Cela n’a pas toujours été le cas : comme ma situation résulte d’une tentative de suicide par défenestration, je n’ai pas échappé de la part de soignants, aide-soignantes, infirmières ou médecin au "vous l’avez bien cherché !"

- En avez vous parlé avec d’autres personnes souffrant du même type de blessure ? :
non

- Avez-vous trouvé des moyens de réduire la souffrance ? des trucs, des astuces ? :
j’aimerai bien, mais non !!!

- Avez-vous des traitements contre la douleur ? :
oui : lyrica, rivotril, et depuis peu des patches de duogésic.
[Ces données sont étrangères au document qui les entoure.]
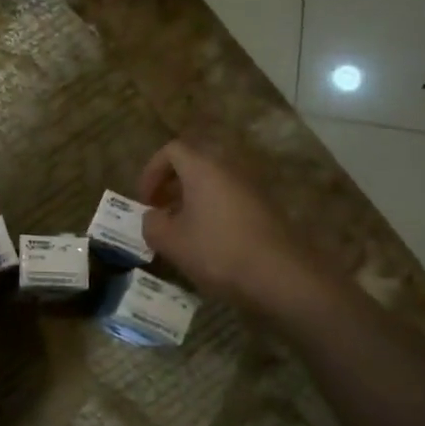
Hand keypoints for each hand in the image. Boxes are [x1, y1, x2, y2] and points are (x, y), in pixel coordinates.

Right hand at [138, 139, 333, 314]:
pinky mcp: (265, 208)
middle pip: (194, 164)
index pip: (172, 150)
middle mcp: (229, 169)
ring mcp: (251, 188)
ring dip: (191, 200)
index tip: (145, 200)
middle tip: (159, 211)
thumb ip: (151, 224)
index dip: (151, 171)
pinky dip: (212, 211)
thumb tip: (153, 217)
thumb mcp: (170, 241)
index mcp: (203, 169)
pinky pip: (229, 199)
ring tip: (180, 230)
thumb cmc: (217, 251)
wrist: (279, 275)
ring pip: (213, 183)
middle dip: (171, 185)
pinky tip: (207, 242)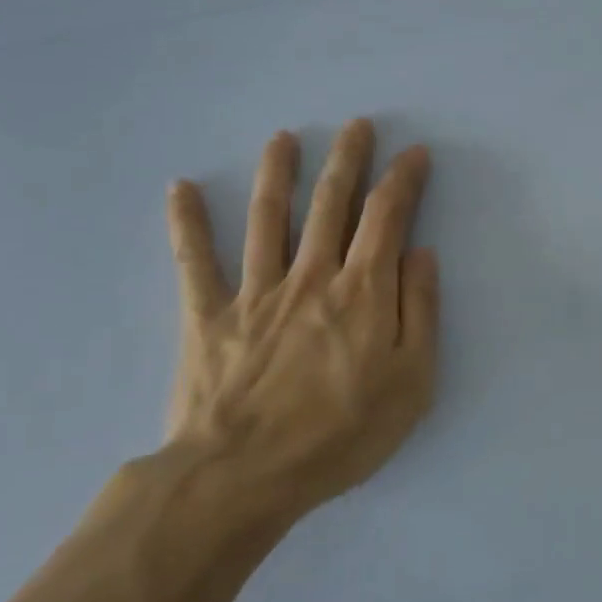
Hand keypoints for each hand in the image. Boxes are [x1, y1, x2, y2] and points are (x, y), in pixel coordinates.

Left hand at [158, 119, 438, 527]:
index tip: (413, 153)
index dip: (403, 180)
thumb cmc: (342, 433)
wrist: (245, 475)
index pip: (387, 218)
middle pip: (331, 204)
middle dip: (347, 160)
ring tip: (283, 138)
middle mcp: (311, 276)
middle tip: (356, 125)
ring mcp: (255, 292)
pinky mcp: (208, 316)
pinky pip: (194, 261)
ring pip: (268, 219)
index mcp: (362, 291)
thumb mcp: (412, 380)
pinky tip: (180, 187)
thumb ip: (420, 311)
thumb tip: (421, 253)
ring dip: (278, 174)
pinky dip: (186, 223)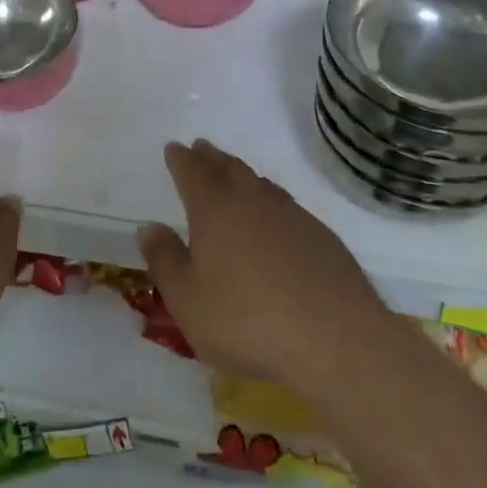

Cela ne fait qu’une semaine, et ça a l’air de vouloir marcher, même si il va falloir trouver un équilibre entre le soulagement et la possibilité de travailler ; pour l’instant, je suis arrêtée car j’étais épuisée par le manque de sommeil. Cela fait 4 nuits que je dors "normalement", mais je suis complètement "stone" et incapable de reprendre le boulot. Même la conduite d’un véhicule, indispensable est actuellement aléatoire. Mais si ce n’est que ça, c’est une question de dosage de quelques semaines. Je suis raisonnablement optimiste.

- Voulez-vous ajouter quelque chose qui vous tient à cœur ? :
Ce qui m’a surpris, c’est qu’une fois sortie du "cocon" du centre de rééducation, il faut de débrouiller seul. Personne ne coordonne les conséquences multiples de la paraplégie. Il a fallu que je me batte pour trouver un urologue qui veuille bien s’occuper de ma vessie neurologique et accepter de comprendre que je ne supportais plus les sondages "par le bas". J’ai subi une opération assez lourde à Nîmes, mais je ne regrette rien ; aujourd’hui je me sonde par le nombril. Cela a changé ma vie.
De même, on m’a dit de continuer la kiné, mais j’ai découvert que tous ne savaient pas prendre en charge ce genre de suites. J’ai perdu beaucoup de temps.
Enfin, pour le choix du matériel, c’est un peu la jungle.

Nous vous remercions Moki pour votre témoignage.